## TASK DESCRIPTION
Each line below with the string "Number" should be copied.

## THE DATA
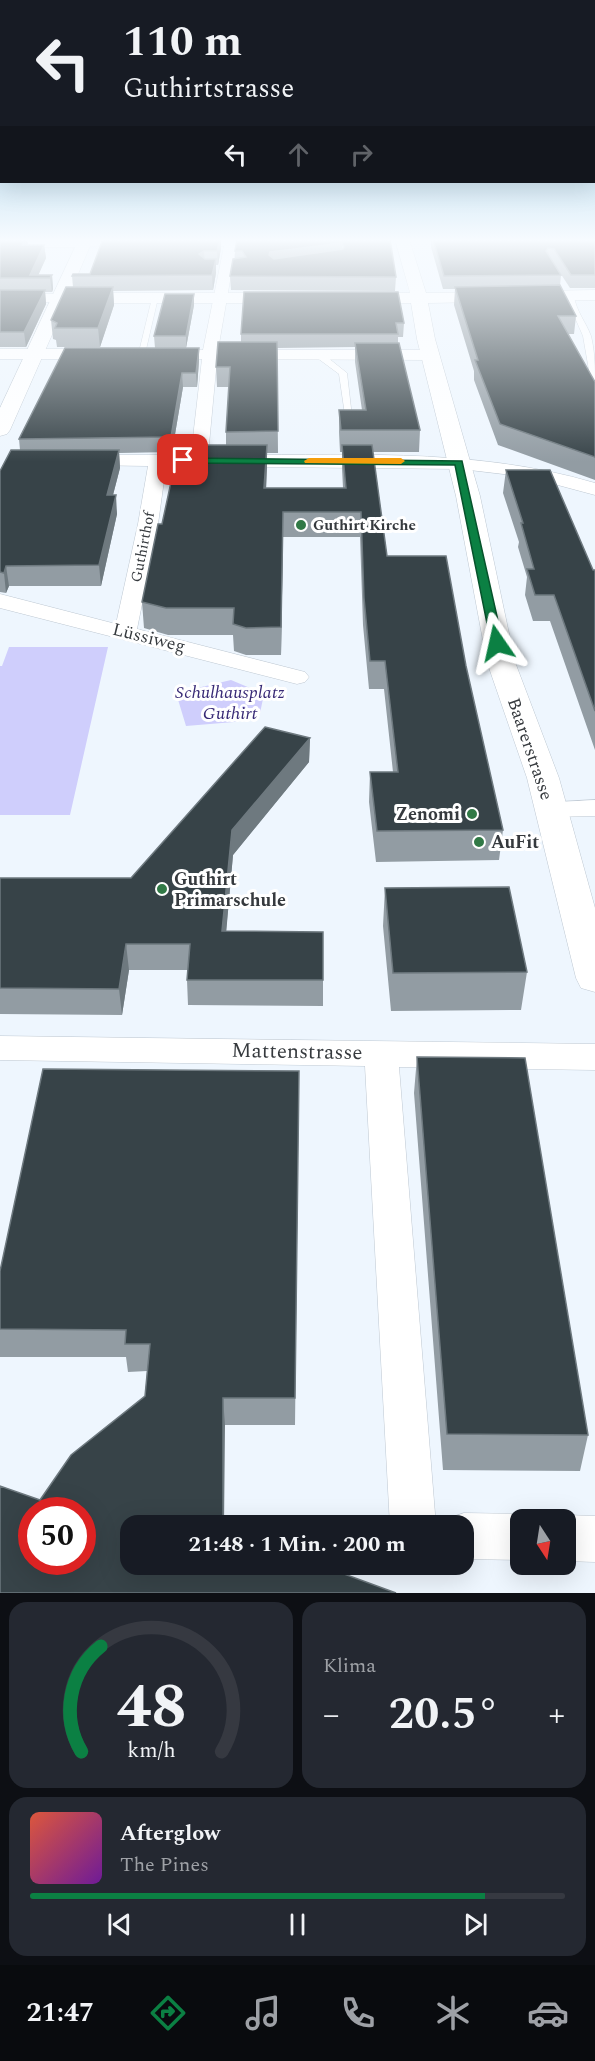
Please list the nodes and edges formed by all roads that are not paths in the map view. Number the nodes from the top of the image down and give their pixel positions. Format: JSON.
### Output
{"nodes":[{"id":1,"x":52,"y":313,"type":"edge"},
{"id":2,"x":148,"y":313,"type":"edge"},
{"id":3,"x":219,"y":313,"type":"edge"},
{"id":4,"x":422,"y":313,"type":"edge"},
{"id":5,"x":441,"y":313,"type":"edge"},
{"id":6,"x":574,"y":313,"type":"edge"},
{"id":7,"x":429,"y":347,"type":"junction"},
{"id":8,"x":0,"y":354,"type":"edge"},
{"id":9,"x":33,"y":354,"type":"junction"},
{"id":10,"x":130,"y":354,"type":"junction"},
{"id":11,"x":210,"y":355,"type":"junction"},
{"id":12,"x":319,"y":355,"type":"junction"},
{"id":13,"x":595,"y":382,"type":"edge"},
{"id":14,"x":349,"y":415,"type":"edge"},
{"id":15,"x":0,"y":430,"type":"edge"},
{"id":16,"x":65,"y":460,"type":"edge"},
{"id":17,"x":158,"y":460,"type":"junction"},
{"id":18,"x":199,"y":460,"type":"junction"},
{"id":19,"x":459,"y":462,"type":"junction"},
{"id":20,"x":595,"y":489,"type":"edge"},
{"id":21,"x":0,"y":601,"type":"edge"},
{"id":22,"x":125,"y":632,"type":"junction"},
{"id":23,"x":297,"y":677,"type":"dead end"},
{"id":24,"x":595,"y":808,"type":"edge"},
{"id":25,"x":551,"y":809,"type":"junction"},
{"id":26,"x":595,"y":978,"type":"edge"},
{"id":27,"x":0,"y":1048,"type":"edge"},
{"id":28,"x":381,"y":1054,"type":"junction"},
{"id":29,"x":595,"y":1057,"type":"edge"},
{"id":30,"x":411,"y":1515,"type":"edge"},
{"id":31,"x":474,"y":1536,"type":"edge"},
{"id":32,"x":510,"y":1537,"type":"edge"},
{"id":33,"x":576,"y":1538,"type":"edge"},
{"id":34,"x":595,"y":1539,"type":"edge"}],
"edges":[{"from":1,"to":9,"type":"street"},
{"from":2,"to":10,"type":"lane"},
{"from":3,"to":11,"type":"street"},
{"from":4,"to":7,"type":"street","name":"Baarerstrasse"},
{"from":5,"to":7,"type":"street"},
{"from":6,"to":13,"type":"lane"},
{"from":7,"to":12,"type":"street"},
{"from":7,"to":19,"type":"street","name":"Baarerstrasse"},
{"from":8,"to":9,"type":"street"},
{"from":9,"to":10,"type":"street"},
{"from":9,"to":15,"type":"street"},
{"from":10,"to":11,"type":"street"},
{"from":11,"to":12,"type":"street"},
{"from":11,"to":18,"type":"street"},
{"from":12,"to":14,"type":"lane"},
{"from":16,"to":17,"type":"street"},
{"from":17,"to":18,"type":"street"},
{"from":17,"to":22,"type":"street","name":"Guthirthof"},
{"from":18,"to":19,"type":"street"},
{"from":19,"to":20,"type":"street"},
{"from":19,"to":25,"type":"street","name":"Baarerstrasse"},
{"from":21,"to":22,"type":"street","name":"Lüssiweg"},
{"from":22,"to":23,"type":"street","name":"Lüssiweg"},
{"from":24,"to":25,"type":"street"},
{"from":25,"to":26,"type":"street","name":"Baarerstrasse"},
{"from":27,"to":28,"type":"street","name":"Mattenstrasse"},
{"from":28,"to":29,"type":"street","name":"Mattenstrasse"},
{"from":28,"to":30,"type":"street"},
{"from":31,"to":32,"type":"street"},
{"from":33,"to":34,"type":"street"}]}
---
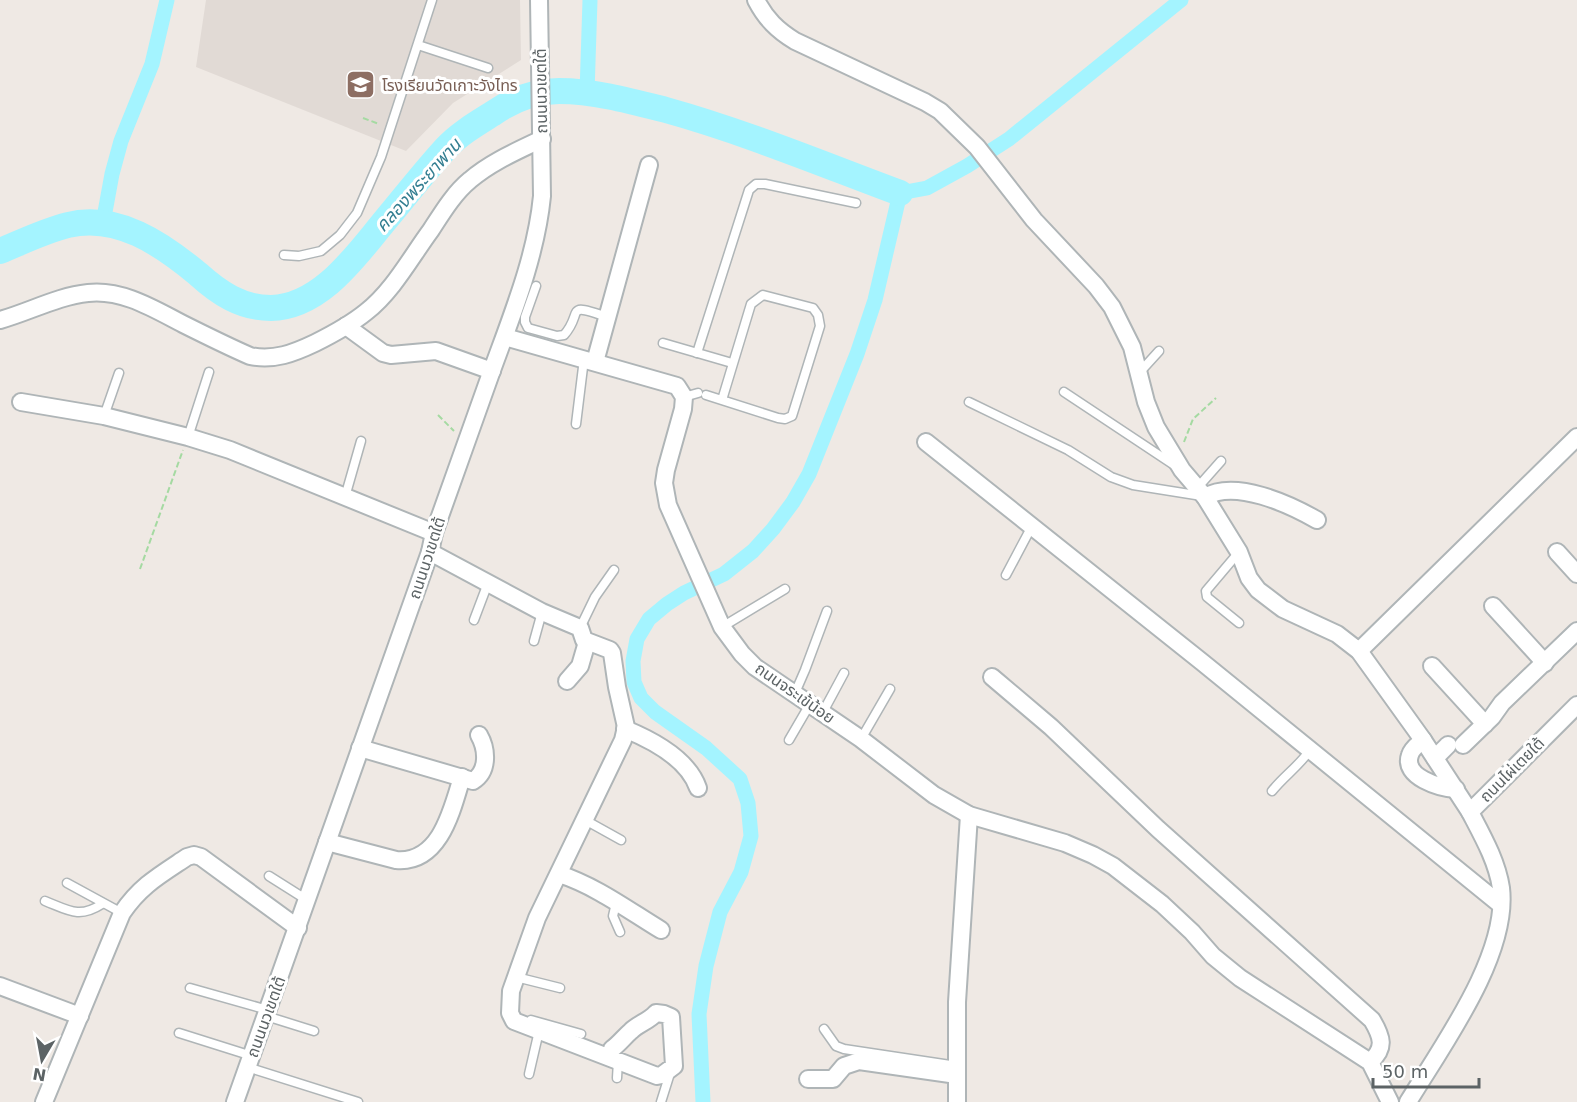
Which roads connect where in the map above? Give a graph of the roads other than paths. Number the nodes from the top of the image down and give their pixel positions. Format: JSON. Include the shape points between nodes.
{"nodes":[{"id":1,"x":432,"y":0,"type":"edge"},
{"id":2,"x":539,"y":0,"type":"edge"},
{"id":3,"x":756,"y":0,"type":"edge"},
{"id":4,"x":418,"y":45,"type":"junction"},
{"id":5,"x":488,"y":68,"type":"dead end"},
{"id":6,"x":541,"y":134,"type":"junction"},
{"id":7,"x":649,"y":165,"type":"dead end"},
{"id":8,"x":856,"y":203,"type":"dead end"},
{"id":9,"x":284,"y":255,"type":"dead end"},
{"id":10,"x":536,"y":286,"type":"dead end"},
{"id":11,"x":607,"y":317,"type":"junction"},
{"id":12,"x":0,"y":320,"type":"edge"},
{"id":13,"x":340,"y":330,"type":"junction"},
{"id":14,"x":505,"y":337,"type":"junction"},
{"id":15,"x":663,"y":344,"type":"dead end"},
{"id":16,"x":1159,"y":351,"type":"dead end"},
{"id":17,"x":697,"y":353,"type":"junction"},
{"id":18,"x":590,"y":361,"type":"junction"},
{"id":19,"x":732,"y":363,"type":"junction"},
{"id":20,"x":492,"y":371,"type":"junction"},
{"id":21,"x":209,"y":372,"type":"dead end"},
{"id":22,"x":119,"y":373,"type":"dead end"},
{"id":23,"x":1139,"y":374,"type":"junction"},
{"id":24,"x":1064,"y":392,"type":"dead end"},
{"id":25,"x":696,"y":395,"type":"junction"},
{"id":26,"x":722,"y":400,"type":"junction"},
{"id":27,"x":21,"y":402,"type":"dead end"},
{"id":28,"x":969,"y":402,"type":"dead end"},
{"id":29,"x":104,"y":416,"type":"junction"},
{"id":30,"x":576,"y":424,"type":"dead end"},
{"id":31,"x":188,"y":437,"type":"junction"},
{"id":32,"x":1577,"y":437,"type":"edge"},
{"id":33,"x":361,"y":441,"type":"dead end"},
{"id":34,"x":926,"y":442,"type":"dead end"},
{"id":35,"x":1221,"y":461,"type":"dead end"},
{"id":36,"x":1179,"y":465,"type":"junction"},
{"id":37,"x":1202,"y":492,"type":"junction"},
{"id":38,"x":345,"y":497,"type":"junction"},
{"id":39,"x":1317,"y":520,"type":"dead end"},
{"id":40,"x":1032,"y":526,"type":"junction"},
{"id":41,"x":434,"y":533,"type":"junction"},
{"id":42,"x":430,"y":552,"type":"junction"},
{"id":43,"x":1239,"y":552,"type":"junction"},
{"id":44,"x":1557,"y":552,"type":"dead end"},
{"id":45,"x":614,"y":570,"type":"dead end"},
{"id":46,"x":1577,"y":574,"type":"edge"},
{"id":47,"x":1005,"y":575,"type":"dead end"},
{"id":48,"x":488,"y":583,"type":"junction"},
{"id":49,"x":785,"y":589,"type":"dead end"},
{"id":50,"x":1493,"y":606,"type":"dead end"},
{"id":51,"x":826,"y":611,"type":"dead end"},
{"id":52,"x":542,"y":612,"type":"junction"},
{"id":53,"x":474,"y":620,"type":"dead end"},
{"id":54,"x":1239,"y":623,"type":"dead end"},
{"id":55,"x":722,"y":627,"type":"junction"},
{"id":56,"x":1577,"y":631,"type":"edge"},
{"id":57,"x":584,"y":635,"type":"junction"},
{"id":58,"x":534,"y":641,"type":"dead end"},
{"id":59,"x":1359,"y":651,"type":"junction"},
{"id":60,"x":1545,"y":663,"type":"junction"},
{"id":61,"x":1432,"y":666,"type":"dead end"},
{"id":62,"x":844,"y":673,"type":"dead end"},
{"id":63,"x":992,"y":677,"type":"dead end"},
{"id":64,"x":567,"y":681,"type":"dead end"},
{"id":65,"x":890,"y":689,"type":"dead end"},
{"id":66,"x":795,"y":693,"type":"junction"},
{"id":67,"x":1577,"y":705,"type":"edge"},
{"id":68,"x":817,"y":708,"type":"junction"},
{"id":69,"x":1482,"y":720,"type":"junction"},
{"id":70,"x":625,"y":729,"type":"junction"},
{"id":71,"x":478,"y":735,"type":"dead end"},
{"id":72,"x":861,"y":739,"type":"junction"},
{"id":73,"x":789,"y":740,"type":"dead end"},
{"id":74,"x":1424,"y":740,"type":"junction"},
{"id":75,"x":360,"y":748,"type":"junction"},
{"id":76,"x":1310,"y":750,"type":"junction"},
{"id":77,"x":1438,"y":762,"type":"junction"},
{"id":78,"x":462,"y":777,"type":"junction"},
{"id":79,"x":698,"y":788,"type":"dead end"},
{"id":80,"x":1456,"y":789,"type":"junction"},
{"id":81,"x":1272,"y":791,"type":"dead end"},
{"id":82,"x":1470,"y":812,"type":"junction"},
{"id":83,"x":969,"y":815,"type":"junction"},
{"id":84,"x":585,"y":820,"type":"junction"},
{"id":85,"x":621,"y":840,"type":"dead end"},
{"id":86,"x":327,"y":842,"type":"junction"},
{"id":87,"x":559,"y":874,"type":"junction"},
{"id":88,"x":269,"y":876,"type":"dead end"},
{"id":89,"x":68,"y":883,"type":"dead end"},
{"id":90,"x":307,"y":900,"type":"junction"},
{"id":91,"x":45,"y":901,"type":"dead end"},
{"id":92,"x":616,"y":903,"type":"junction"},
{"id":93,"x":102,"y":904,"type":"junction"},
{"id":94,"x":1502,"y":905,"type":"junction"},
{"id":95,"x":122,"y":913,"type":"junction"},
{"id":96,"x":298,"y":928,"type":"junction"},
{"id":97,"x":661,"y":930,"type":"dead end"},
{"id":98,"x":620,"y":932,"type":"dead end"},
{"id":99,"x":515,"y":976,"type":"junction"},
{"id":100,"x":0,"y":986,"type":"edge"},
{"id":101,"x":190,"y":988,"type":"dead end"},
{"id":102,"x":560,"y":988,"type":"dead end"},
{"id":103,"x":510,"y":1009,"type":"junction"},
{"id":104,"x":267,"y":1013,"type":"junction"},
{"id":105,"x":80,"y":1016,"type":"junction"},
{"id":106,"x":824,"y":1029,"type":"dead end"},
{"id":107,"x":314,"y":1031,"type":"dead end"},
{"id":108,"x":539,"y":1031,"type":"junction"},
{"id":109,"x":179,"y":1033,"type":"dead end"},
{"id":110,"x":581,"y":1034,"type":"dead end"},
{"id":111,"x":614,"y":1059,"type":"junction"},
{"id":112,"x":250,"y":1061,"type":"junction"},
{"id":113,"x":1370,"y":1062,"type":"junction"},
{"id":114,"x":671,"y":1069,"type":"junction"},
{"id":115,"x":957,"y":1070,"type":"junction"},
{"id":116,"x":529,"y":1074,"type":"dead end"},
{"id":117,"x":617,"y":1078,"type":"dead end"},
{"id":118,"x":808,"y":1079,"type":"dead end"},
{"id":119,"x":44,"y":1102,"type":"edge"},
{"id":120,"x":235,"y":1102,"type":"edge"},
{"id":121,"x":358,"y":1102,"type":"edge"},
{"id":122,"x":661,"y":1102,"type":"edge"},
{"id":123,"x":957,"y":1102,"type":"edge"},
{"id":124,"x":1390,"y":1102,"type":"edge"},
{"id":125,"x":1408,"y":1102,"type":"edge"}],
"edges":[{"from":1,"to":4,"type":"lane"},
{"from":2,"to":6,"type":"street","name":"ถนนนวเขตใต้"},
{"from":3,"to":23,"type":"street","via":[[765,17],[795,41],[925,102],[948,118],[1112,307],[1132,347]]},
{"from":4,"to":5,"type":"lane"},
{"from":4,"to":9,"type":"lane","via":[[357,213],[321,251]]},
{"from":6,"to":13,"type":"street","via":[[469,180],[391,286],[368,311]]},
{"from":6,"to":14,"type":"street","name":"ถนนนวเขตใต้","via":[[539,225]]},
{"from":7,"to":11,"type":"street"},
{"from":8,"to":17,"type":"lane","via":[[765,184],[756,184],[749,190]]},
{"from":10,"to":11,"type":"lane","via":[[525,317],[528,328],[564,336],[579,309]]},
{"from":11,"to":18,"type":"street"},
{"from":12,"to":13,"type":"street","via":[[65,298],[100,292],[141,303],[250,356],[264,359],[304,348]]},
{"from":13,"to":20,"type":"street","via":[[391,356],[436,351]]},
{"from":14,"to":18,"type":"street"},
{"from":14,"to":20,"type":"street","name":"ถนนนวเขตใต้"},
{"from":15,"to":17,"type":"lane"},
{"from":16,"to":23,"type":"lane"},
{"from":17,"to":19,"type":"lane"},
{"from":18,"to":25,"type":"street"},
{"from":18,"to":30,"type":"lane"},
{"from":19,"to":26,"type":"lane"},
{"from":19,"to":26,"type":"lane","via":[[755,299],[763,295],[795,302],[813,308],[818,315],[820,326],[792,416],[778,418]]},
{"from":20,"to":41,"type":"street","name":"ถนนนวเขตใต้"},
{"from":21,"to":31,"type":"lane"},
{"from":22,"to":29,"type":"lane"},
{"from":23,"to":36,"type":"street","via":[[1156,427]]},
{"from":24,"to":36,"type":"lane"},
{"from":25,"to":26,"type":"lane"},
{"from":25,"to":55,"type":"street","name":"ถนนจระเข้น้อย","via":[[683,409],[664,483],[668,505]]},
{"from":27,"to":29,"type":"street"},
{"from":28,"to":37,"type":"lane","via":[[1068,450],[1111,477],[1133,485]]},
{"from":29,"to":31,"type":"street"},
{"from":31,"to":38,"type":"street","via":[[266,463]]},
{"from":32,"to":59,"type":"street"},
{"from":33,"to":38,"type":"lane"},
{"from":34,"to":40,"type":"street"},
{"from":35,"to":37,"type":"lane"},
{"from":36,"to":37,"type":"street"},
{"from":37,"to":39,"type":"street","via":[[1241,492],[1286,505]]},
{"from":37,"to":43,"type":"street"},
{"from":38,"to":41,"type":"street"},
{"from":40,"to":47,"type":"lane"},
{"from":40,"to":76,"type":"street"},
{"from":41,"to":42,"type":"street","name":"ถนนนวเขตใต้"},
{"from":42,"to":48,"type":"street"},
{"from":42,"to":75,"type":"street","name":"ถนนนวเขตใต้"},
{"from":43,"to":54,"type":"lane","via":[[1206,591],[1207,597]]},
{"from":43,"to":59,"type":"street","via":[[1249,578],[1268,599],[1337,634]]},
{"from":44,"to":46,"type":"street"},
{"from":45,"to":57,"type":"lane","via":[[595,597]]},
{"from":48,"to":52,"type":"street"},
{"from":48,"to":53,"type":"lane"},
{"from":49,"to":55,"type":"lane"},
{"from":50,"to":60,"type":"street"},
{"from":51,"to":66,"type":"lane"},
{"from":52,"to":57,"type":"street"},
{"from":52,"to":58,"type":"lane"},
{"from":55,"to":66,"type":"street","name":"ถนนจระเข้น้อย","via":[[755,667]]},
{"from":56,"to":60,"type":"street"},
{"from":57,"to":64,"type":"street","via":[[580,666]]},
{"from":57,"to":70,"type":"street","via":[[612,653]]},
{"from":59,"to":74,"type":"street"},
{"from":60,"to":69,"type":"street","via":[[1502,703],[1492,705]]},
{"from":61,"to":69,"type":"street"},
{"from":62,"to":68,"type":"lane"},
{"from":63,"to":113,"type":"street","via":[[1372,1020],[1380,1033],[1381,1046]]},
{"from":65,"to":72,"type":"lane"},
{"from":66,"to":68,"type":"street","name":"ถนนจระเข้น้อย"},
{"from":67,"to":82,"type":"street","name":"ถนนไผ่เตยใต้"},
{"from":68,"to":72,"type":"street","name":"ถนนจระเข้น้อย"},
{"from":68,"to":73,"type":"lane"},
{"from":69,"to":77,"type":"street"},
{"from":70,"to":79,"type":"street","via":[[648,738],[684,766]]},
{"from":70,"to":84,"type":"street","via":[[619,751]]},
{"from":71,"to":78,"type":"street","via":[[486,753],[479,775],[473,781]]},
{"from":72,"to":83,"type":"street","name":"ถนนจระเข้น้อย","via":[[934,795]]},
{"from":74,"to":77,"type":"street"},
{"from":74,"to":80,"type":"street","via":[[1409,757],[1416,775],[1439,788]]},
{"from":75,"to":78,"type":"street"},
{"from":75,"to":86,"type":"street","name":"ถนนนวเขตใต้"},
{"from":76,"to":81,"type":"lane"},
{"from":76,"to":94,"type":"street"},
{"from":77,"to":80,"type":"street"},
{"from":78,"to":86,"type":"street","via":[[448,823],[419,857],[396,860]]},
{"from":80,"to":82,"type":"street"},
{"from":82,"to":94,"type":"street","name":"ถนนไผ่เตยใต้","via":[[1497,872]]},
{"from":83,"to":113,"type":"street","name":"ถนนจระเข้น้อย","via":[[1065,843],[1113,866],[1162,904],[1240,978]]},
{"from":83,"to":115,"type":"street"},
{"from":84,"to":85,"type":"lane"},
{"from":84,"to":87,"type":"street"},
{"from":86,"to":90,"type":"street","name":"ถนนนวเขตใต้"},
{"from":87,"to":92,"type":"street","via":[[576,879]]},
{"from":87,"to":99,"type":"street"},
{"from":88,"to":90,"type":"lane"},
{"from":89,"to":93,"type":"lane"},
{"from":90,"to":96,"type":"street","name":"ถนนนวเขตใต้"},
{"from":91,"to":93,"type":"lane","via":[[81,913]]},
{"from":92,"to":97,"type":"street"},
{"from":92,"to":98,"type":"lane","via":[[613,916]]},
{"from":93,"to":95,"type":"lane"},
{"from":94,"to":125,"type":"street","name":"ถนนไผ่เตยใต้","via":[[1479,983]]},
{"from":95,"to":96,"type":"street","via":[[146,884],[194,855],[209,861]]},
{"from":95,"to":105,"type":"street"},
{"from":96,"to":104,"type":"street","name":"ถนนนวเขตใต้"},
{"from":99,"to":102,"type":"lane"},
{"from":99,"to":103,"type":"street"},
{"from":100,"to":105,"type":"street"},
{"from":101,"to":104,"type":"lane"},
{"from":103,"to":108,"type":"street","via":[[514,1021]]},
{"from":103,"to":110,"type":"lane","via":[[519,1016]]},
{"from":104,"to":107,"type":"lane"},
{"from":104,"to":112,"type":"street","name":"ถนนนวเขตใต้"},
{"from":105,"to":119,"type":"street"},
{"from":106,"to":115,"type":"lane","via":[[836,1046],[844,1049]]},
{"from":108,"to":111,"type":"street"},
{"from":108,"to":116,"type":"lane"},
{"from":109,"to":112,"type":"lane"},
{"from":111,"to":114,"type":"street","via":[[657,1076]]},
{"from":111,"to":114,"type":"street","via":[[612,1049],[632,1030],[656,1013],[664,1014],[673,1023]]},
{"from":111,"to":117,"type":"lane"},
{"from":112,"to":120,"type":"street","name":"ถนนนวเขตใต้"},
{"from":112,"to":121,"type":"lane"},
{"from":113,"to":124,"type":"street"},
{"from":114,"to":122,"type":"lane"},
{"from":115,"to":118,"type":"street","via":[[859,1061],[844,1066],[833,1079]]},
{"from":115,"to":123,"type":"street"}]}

## WRITTEN REPLY
Please list the nodes and edges formed by all roads that are not paths in the map view. Number the nodes from the top of the image down and give their pixel positions. Format: JSON.
Which roads connect where in the map above? Give a graph of the roads other than paths. Number the nodes from the top of the image down and give their pixel positions. Format: JSON. Include the shape points between nodes.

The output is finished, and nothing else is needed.